### Work item
Look for the word "Nodes" in the entries below, then copy every line that has it.

### Given records
=== Section Start ===

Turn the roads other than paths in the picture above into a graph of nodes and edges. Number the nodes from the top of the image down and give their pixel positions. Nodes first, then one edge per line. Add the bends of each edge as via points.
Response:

=== Section End ===
=== Section Start ===

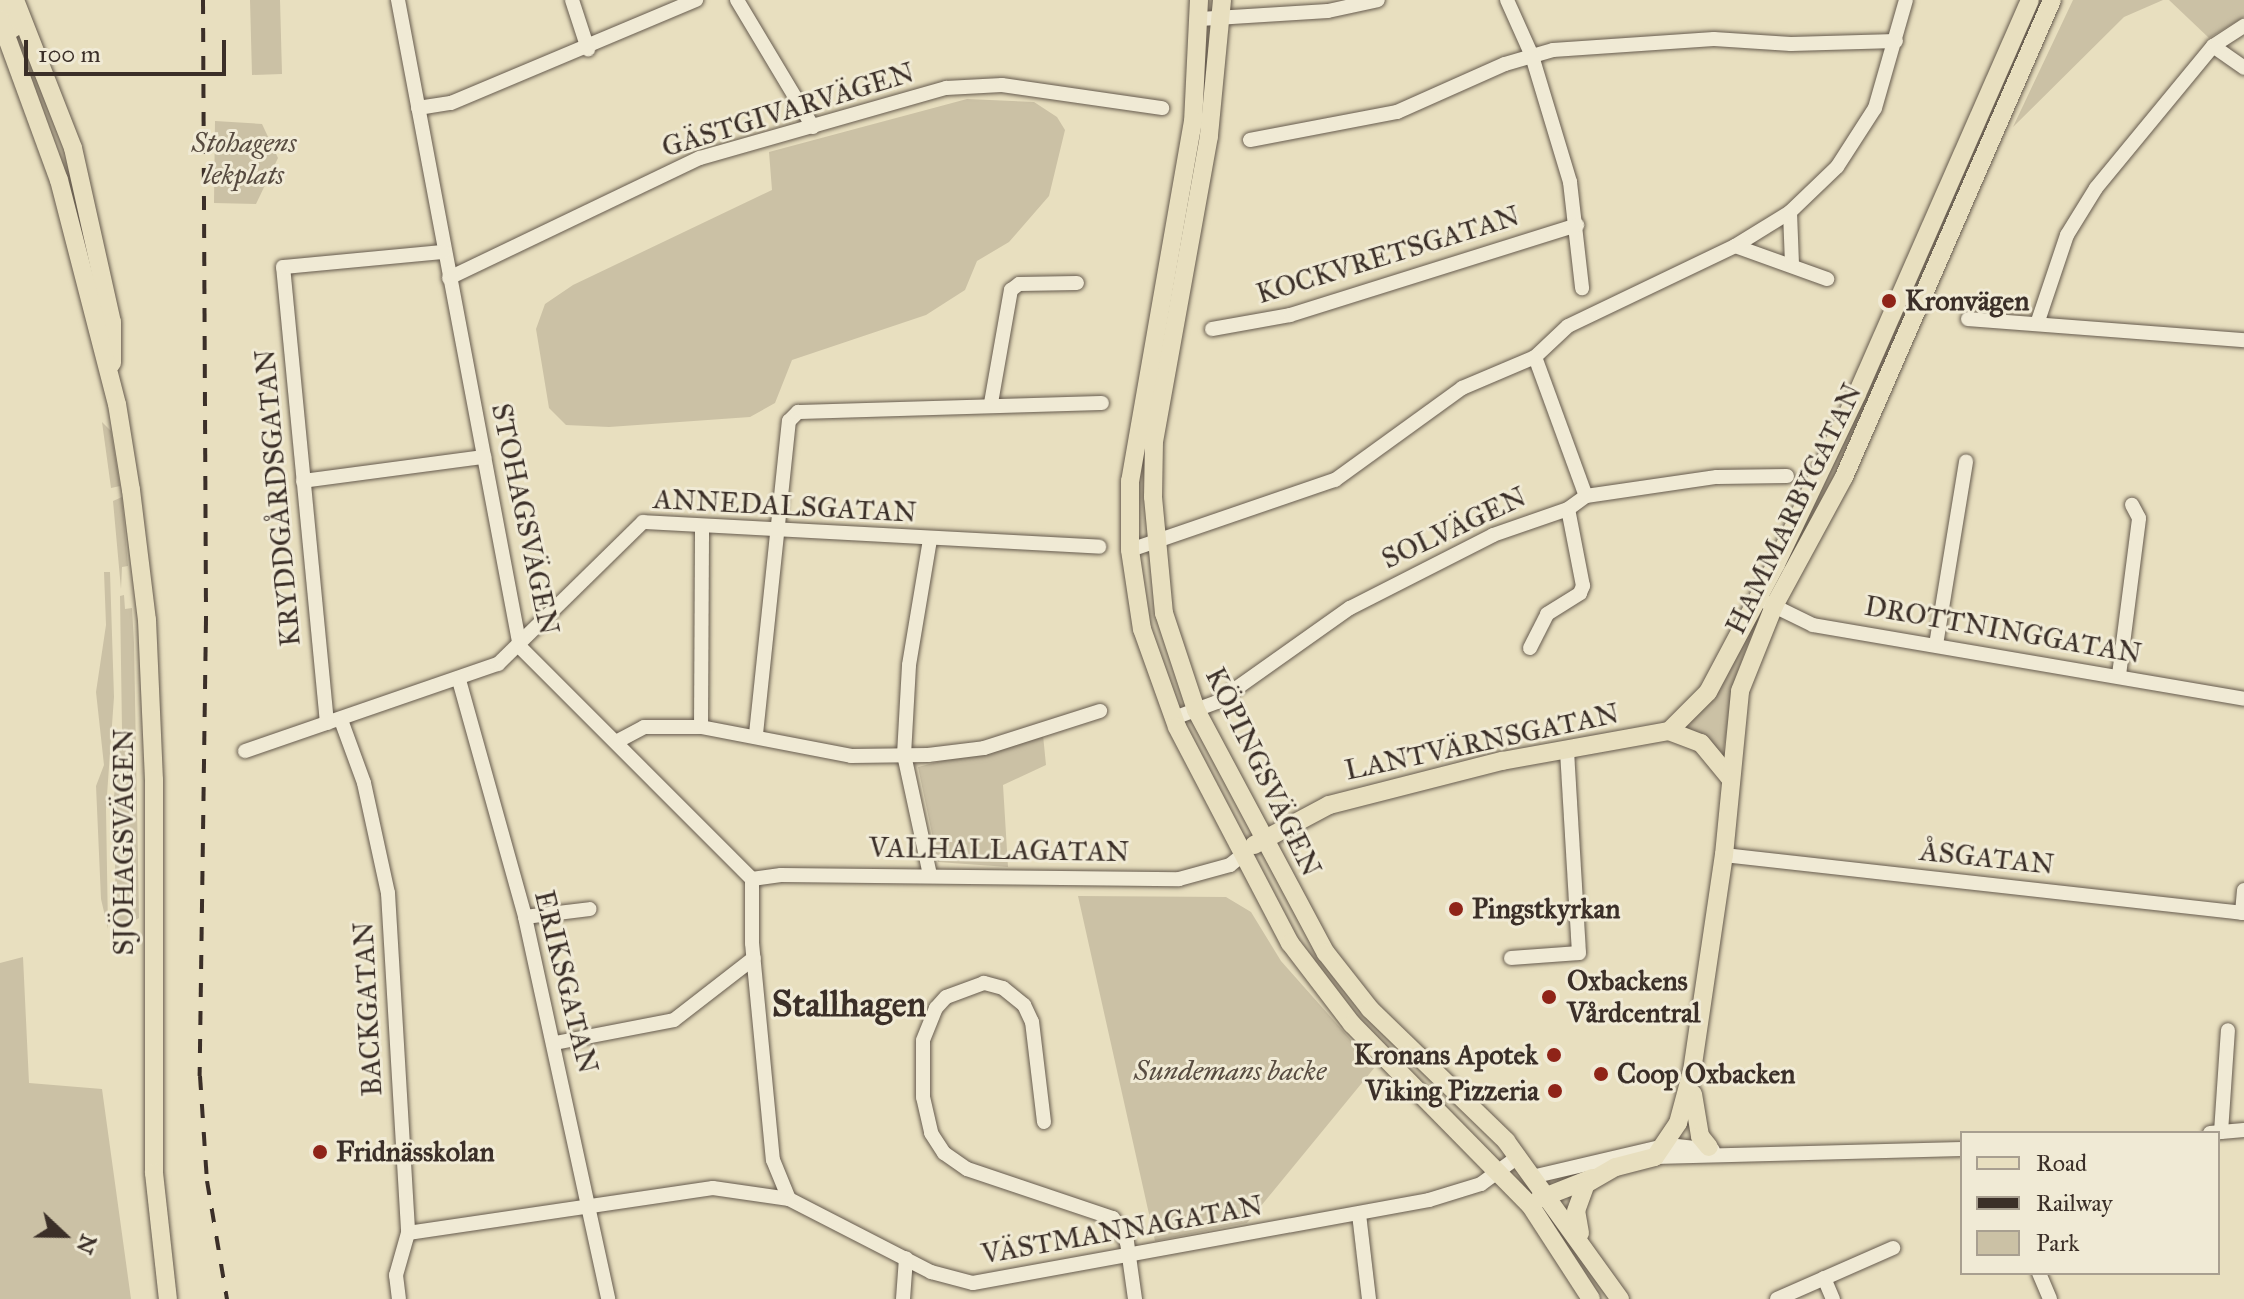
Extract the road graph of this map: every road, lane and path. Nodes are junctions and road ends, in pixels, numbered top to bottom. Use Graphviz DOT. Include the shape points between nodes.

=== Section End ===

### Answer for the task
Turn the roads other than paths in the picture above into a graph of nodes and edges. Number the nodes from the top of the image down and give their pixel positions. Nodes first, then one edge per line. Add the bends of each edge as via points.
Extract the road graph of this map: every road, lane and path. Nodes are junctions and road ends, in pixels, numbered top to bottom. Use Graphviz DOT. Include the shape points between nodes.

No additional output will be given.